Entretien

Jean-Michel Albertucci

Rencontre avec un pianiste pas comme les autres, créateur d’une musique improvisée qu’il place délibérément sous le signe d’un hasard nietzschéen…

Il faut être gonflé pour enregistrer un disque de piano solo qui n’est, selon son compositeur, ni du jazz ni de la musique classique ou contemporaine.

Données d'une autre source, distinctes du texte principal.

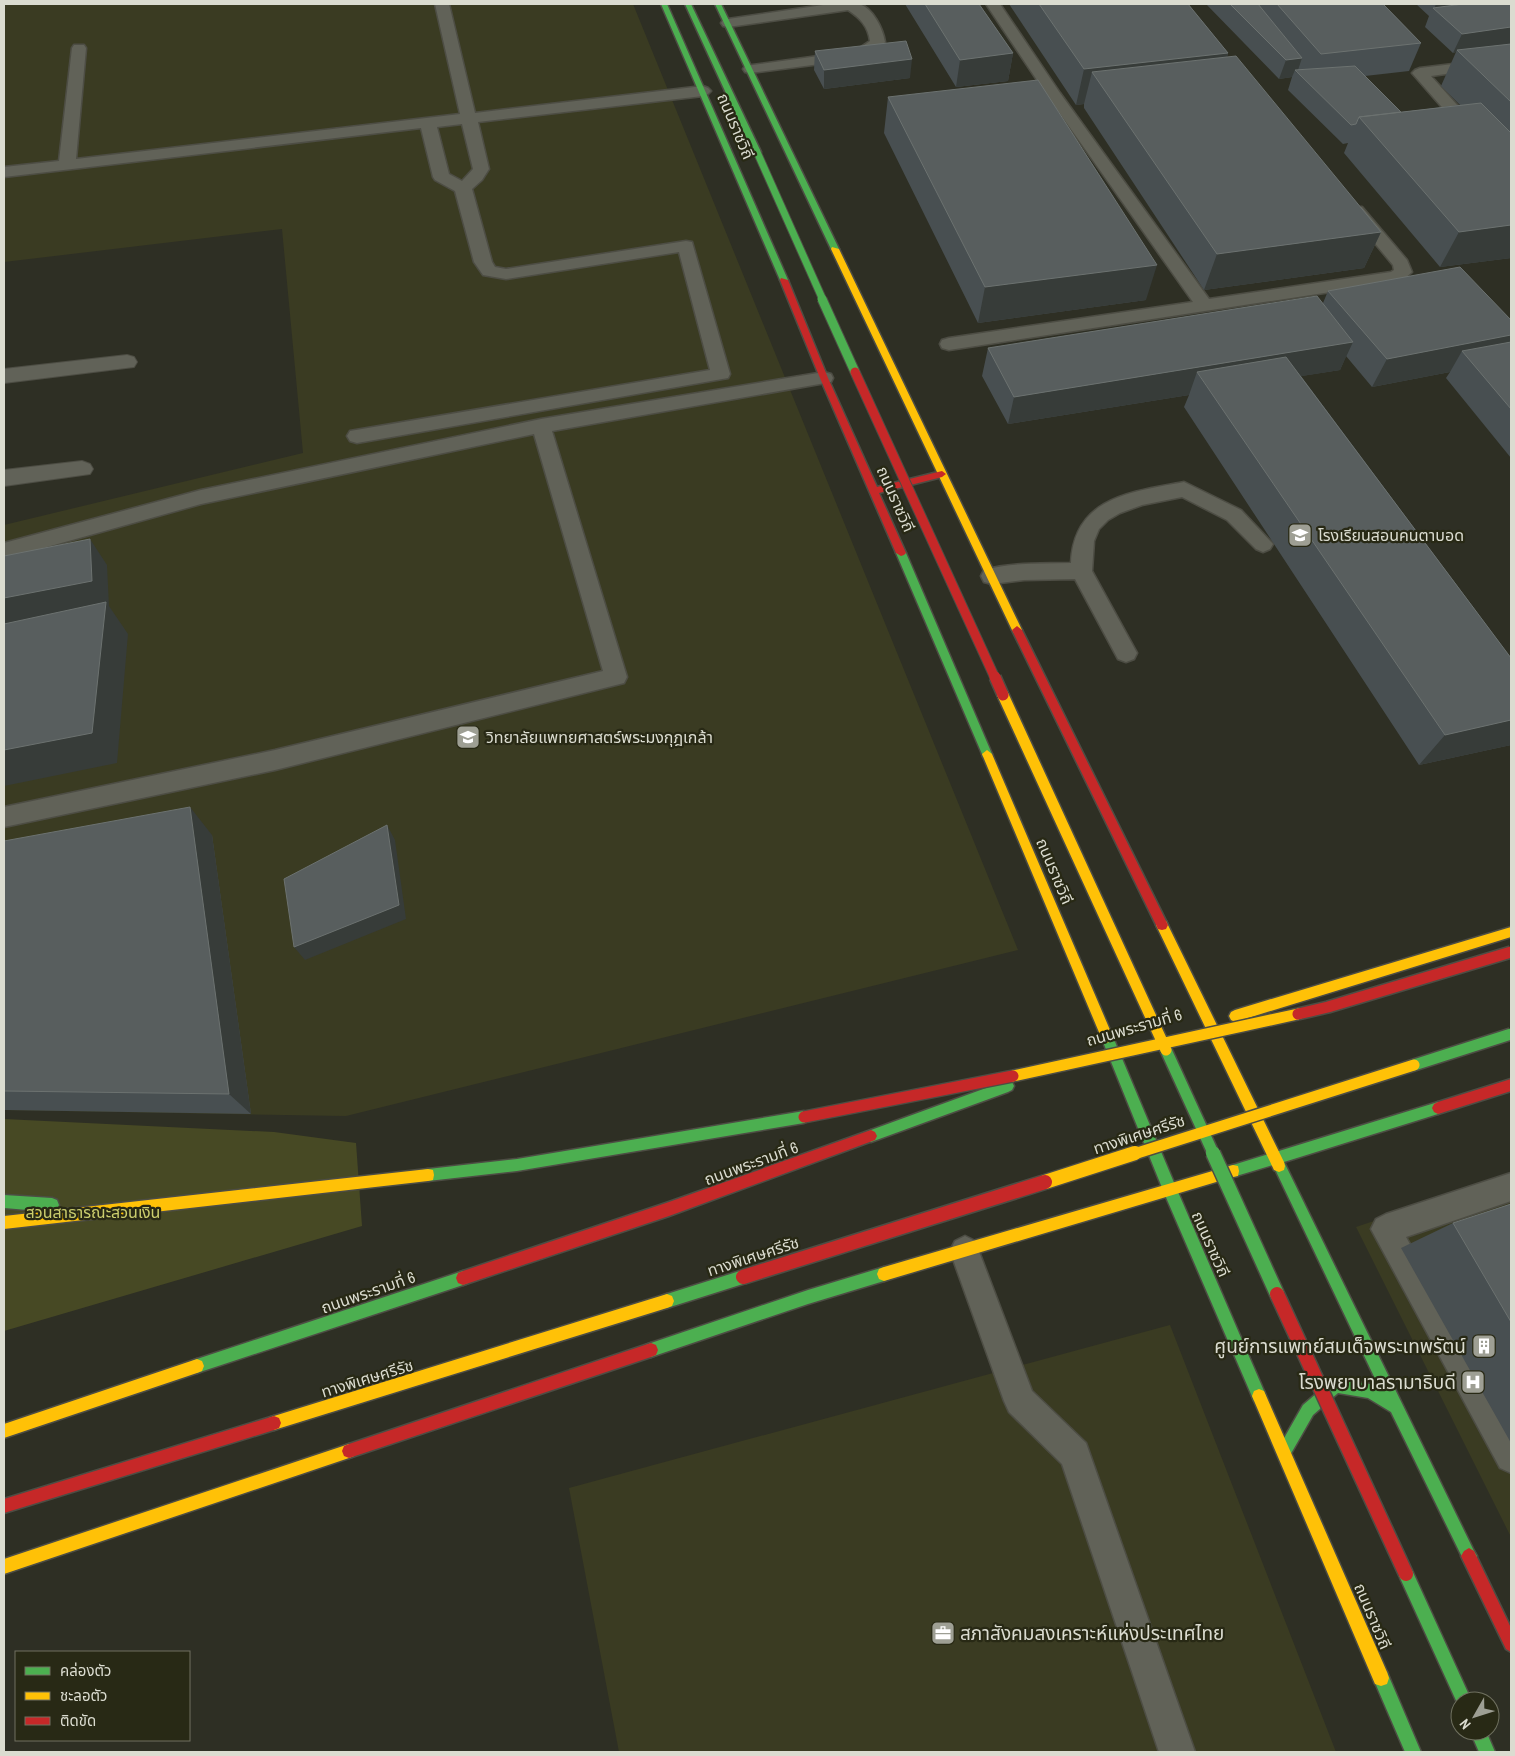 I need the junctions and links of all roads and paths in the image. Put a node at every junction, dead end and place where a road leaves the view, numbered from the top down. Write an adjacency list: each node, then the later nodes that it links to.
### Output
1 (442, 4): 13 (lane)
2 (664, 4): 10 (main road, ถนนราชวิถี)
3 (688, 4): 59 (main road, bridge)
4 (718, 4): 6 (main road)
5 (993, 4): 11 (lane)
6 (728, 23): 9 (main road); 9 (lane)
7 (79, 48): 15 (lane)
8 (1511, 61): 17 (lane)
9 (750, 69): 30 (main road)
10 (703, 91): 13 (lane); 26 (main road, ถนนราชวิถี)
11 (1054, 95): 12 (lane); 22 (lane)
12 (1035, 98)
13 (470, 119): 14 (lane); 18 (lane)
14 (428, 123): 15 (lane); 18 (lane)
15 (68, 164): 16 (lane)
16 (4, 172)
17 (1511, 173)
18 (463, 188): 28 (lane)
19 (1345, 197): 20 (lane)
20 (1402, 272): 21 (lane); 22 (lane)
21 (1421, 276)
22 (1205, 306): 23 (lane)
23 (949, 344)
24 (127, 362): 25 (street)
25 (4, 376)
26 (824, 378): 27 (lane); 32 (main road, ถนนราชวิถี)
27 (541, 426): 34 (lane); 38 (lane)
28 (357, 436)
29 (82, 469): 31 (street)
30 (942, 474): 32 (main road); 36 (main road)
31 (4, 478)
32 (874, 490): 43 (main road, ถนนราชวิถี)
33 (1263, 544): 35 (lane)
34 (4, 551)
35 (1081, 571): 36 (lane); 37 (lane)
36 (992, 576): 41 (main road)
37 (1126, 653)
38 (4, 817)
39 (1511, 932): 41 (main road, ถนนพระรามที่ 6)
40 (1511, 952): 49 (main road, bridge)
41 (1210, 1023): 43 (main road, ถนนพระรามที่ 6); 45 (main road)
42 (1511, 1034): 56 (main road, ทางพิเศษศรีรัช, bridge)
43 (1112, 1048): 47 (main road, ถนนราชวิถี); 53 (main road, ถนนพระรามที่ 6)
44 (1511, 1085): 45 (main road)
45 (1275, 1156): 47 (main road); 52 (main road)
46 (1511, 1187): 55 (lane)
47 (1170, 1190): 51 (main road); 54 (main road, ถนนราชวิถี)
48 (4, 1202): 49 (main road)
49 (123, 1211): 50 (main road)
50 (4, 1223)
51 (965, 1251): 57 (main road); 60 (lane)
52 (1398, 1408): 54 (main road); 58 (main road)
53 (4, 1431)
54 (1284, 1452): 61 (main road, ถนนราชวิถี)
55 (1511, 1457)
56 (4, 1506)
57 (4, 1567)
58 (1511, 1644)
59 (1459, 1691)
60 (1177, 1752)
61 (1414, 1752)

Un disque surgi de nulle part, en réalité l’expression d’une personnalité attachante qui accepte de laisser le (heureux) hasard guider ses idées et ses doigts sur le clavier, non sans avoir accompli un long cheminement : celui de la maturation et du recul sur l’exigence que requiert la discipline « improvisation », avant d’oser le fixer sur un enregistrement. Une synthèse d’influences multiples à travers laquelle se dessine une création « harmolodieuse », néologisme colemanien [1] que le pianiste acceptera d’autant plus volontiers qu’il n’hésite pas lui-même, quand il le faut, à inventer des mots pour mieux traduire le sens de son travail. Avec ces Étranges fantaisies parues sur le label lorrain EMD [2], Jean-Michel Albertucci gagne le pari, risqué, d’une musique dont il concède qu’elle peut paraître austère sous certains de ses aspects géométriques mais qui n’oublie jamais de célébrer l’essence même de la musique : le chant. Ici, rythme et mélodie se croisent sans cesse dans une course un peu folle qui nous transporte dans un univers surprenant sans être déroutant. Avis aux amateurs, il y a là matière à une belle découverte. Il fallait donc prendre le temps de bavarder avec ce musicien passionné et passionnant et de le laisser expliquer à loisir la genèse d’un projet qui germait en lui depuis de longues années. Rencontre avec un monsieur décidément étonnant…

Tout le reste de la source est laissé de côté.